2 ways to implement a topological sort
- BFS approach (Kahn's algorithm)
- DFS approach
BFS approach:
- In BFS approach we visit every node and find in-degree for each node (in-degree -> no of edges/ how many nodes are connected to that node)
- Finding in-degree in case of DAG is simply loop through all the nodes and increase the in-degree count for each adjacent node by 1.
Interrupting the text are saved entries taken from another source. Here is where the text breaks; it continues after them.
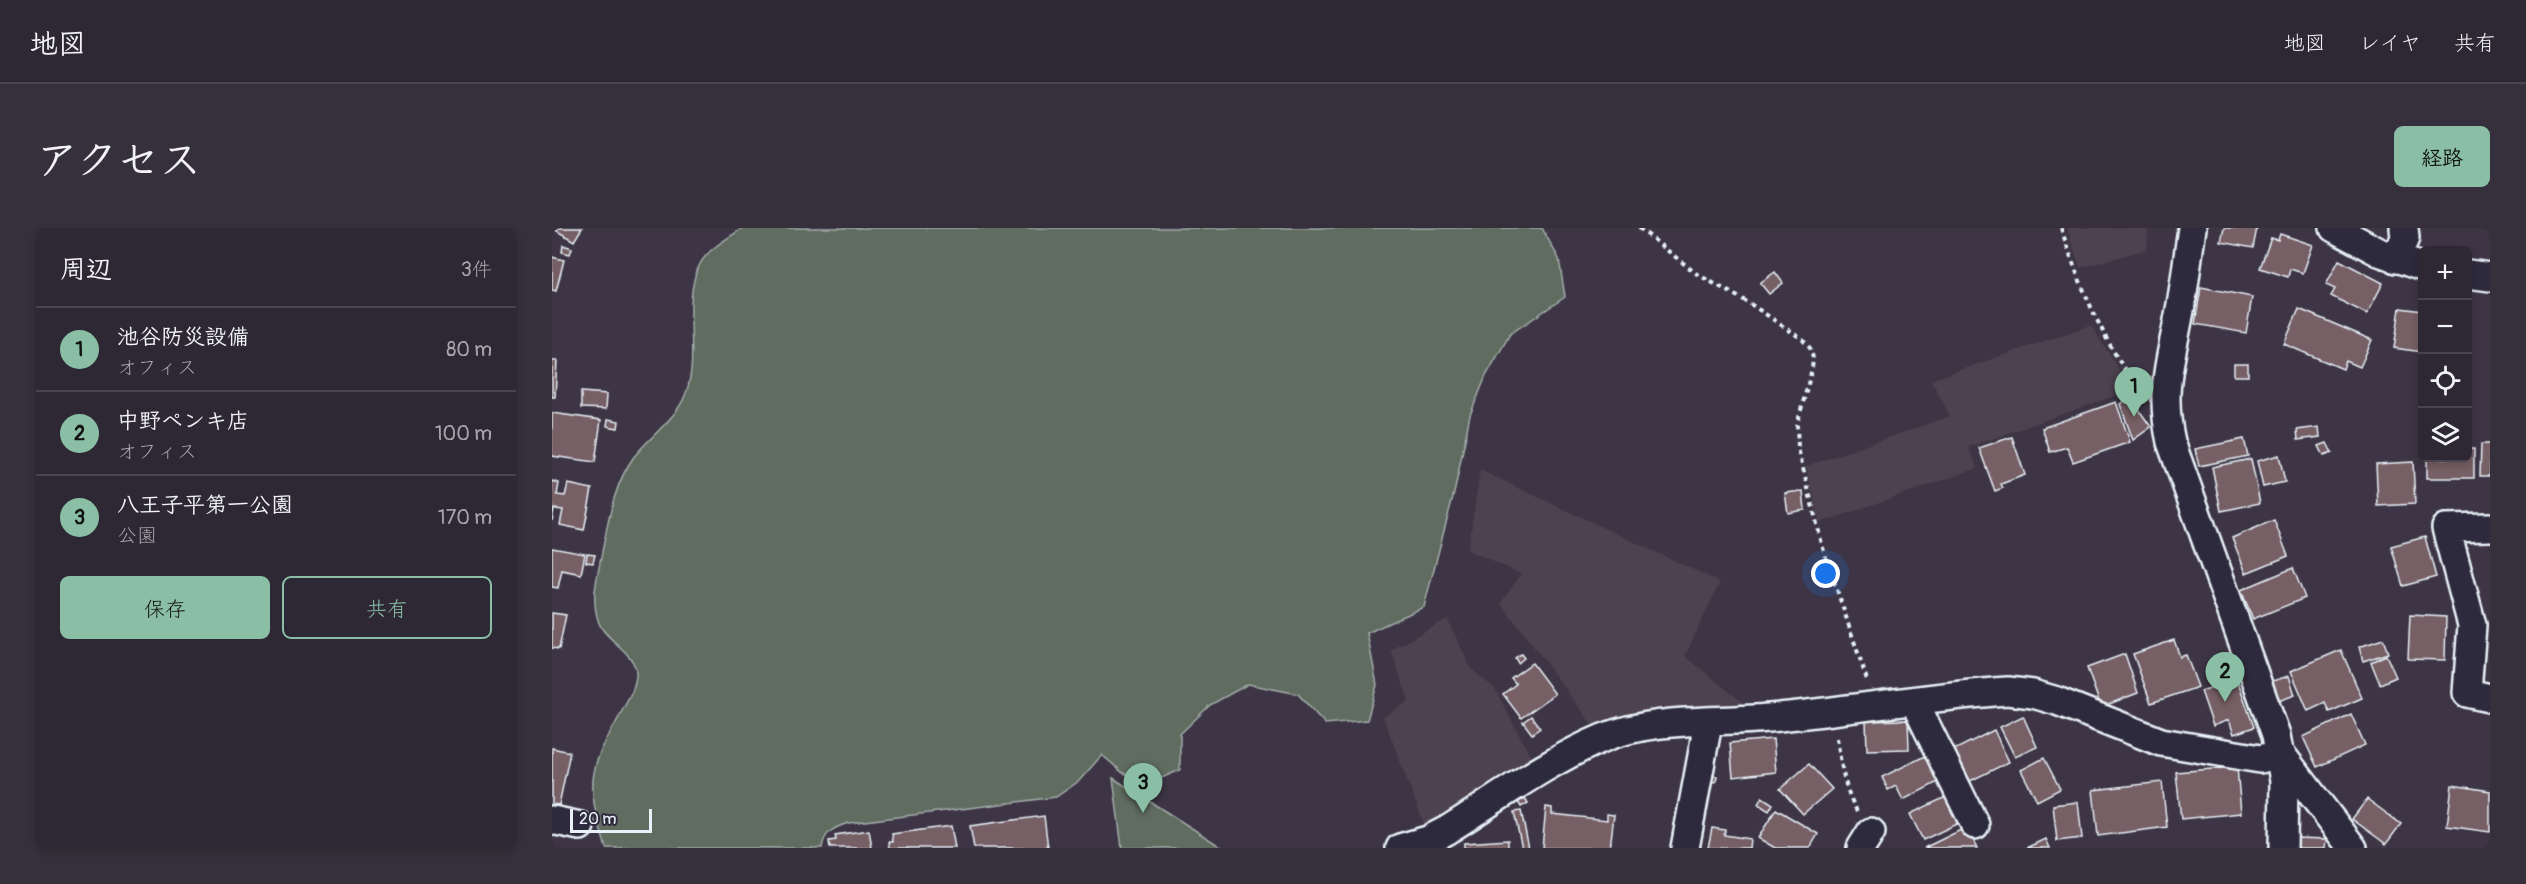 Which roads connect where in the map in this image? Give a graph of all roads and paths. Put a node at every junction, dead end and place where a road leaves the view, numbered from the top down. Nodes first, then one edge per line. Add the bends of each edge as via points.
1 (1639, 228) edge
2 (2061, 228) edge
3 (2192, 228) edge
4 (2334, 228) edge
5 (2404, 228) edge
6 (2396, 259) junction
7 (2418, 266) edge
8 (2472, 275) edge
9 (2490, 277) edge
10 (2166, 420) junction
11 (2490, 527) edge
12 (2490, 698) edge
13 (1918, 700) junction
14 (1876, 706) junction
15 (1833, 711) junction
16 (1706, 722) junction
17 (2281, 753) junction
18 (552, 820) edge
19 (1975, 825) dead end
20 (580, 826) dead end
21 (1866, 840) edge
22 (1400, 848) edge
23 (1685, 848) edge
24 (2283, 848) edge
25 (2353, 848) edge

1 - 14 path via 1697,274 1749,303 1810,348 1812,369 1797,425 1798,448 1823,548
2 - 10 path via 2074,270 2100,328 2142,393
3 - 10 street via 2167,374
4 - 6 street
5 - 6 street
6 - 7 street
8 - 9 street
10 - 17 street
11 - 12 street via 2446,528 2472,624 2467,693
13 - 14 street
13 - 17 street via 2008,691 2033,694 2161,742 2260,759
13 - 19 street via 1919,711
14 - 15 street
15 - 16 street
15 - 21 path via 1843,775 1863,821
16 - 22 street via 1639,728 1605,737 1572,752 1447,830
16 - 23 street
17 - 24 street
17 - 25 street
18 - 20 street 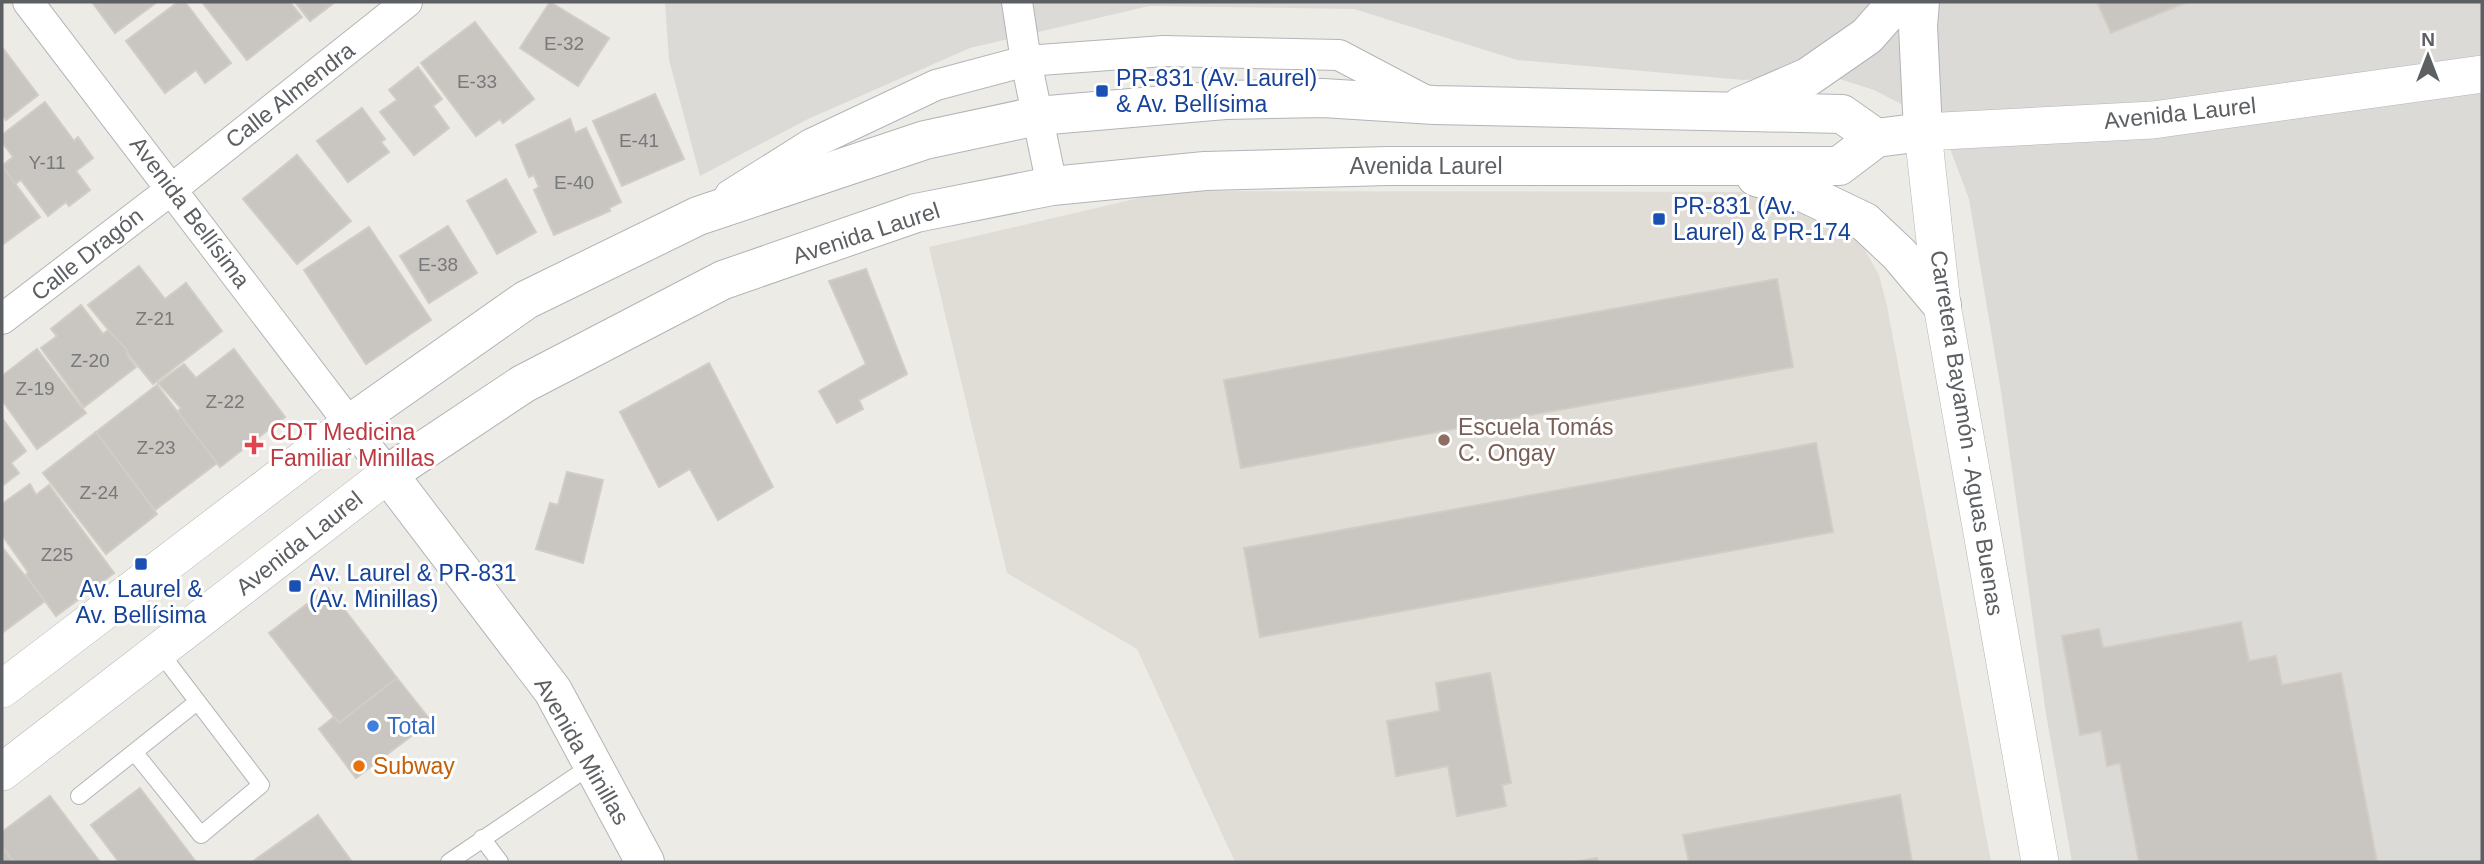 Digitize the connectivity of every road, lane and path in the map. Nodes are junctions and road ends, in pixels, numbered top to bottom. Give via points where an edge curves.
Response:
1 (29, 2) edge
2 (407, 2) edge
3 (1017, 2) edge
4 (1897, 2) edge
5 (1920, 2) edge
6 (1026, 61) junction
7 (2482, 74) edge
8 (1434, 105) junction
9 (1727, 111) junction
10 (1037, 116) junction
11 (1923, 132) junction
12 (1875, 138) junction
13 (1713, 166) junction
14 (1052, 186) junction
15 (172, 189) junction
16 (698, 216) junction
17 (1942, 305) junction
18 (2, 319) edge
19 (351, 423) junction
20 (388, 474) junction
21 (159, 651) junction
22 (2, 690) edge
23 (197, 702) junction
24 (135, 753) junction
25 (592, 765) junction
26 (2, 772) edge
27 (79, 796) dead end
28 (482, 838) junction
29 (449, 862) edge
30 (500, 862) edge
31 (645, 862) edge
32 (2040, 862) edge

1 - 15 street, Avenida Bellísima
2 - 15 street, Calle Almendra
3 - 6 street
4 - 9 main road via 1867,36 1808,77
5 - 11 main road, Carretera Bayamón - Aguas Buenas
6 - 8 street via 1164,51 1339,55
6 - 10 street
6 - 16 street via 936,85 811,144
7 - 11 street, Avenida Laurel via 2153,120
8 - 9 main road
8 - 10 main road via 1323,98 1225,100
9 - 12 main road via 1842,114
10 - 14 street
10 - 16 main road via 925,140
11 - 12 main road, Avenida Laurel
11 - 17 street, Carretera Bayamón - Aguas Buenas
12 - 13 main road, Avenida Laurel via 1839,166
13 - 14 main road, Avenida Laurel via 1205,171
13 - 17 main road via 1794,188 1866,222
14 - 20 main road, Avenida Laurel via 916,213 723,280 523,384
15 - 18 street, Calle Dragón
15 - 19 street, Avenida Bellísima
16 - 19 main road via 526,300
17 - 32 street, Carretera Bayamón - Aguas Buenas
19 - 20 street, Avenida Bellísima
19 - 22 street
20 - 21 street, Avenida Laurel
20 - 25 main road, Avenida Minillas via 553,691
21 - 23 lane
21 - 26 street, Avenida Laurel
23 - 24 lane
23 - 24 lane via 261,785 211,827 201,835
24 - 27 lane
25 - 28 lane
25 - 31 main road, Avenida Minillas
28 - 29 lane
28 - 30 lane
- We keep the nodes with in-degree 0 into a queue, and start processing the queue.
DFS approach:
- In DFS approach we visit each node and its adjacent nodes, we only push the node to a stack once all the dependencies are visited first, so we naturally we are visiting all the dependencies first and then the node itself, so we end up ordered items naturally.
Working code
BFS approach
const graph = {
7: [11, 8],
5: [11],
3: [10, 8],
11: [2, 9, 10],
8: [9],
2: [],
9: [],
10: [],
};
function toposortBFS(graph) {
const order = [];
const indgree = {};
/*Set indegrees for all node to 0*/
for (let node of Object.keys(graph)) {
indgree[node] = 0;
}
/*Increment in-degrees of all adjacent nodes of all nodes in graph -> get in-degree for all the nodes in a graph*/
for (let node of Object.keys(graph)) {
for (let adjNode of graph[node]) {
/*IMP: (?? 0) is necessary in case of connected components in the graph*/
indgree[adjNode] = (indgree[adjNode] ?? 0) + 1;
}
}
const queue = [];
/*Push all nodes with 0 in-degree to a queue*/
for (let node of Object.keys(indgree)) {
if (indgree[node] === 0) {
queue.push(node);
}
}
/*Process queue such that we keep pushing adj node with 0 in-degree, decrement indegrees of adj node, dequeued elements are in sorted order*/
while (queue.length > 0) {
const currentNode = queue.shift();
order.push(currentNode);
for (let adjNode of graph[currentNode]) {
indgree[adjNode] -= 1;
if (indgree[adjNode] === 0) {
queue.push(adjNode);
}
}
}
/*We need to check if all the items are processed from the graph - if not, we have a cycle in the graph - this could be used to detect cycles as well*/
return order.length === Object.keys(graph).length ? order : [];
}
DFS approach
const graph = {
7:[11,8],
5:[11],
3:[10,8],
11:[2,9,10],
8:[9],
2:[],
9:[],
10:[]
};
function toposortDFS (graph) {
const order = [];
const visited = {};
for (let node of Object.keys(graph)) {
visited[node] = 0;
}
function dfs(node) {
if(visited[node]){ return; }
visited[node] = 1;
for(let adjNode of graph[node]) {
dfs(adjNode);
}
order.push(node);
}
for(let node of Object.keys(graph)) {
if(!visited[node]) {
dfs(node);
}
}
return order.reverse();
}
Applications
- Representing course pre-requisites
- Detecting dead locks
- Pipeline of computing jobs
- Checking for symbolic link loops
- Evaluating formulae in spreadsheets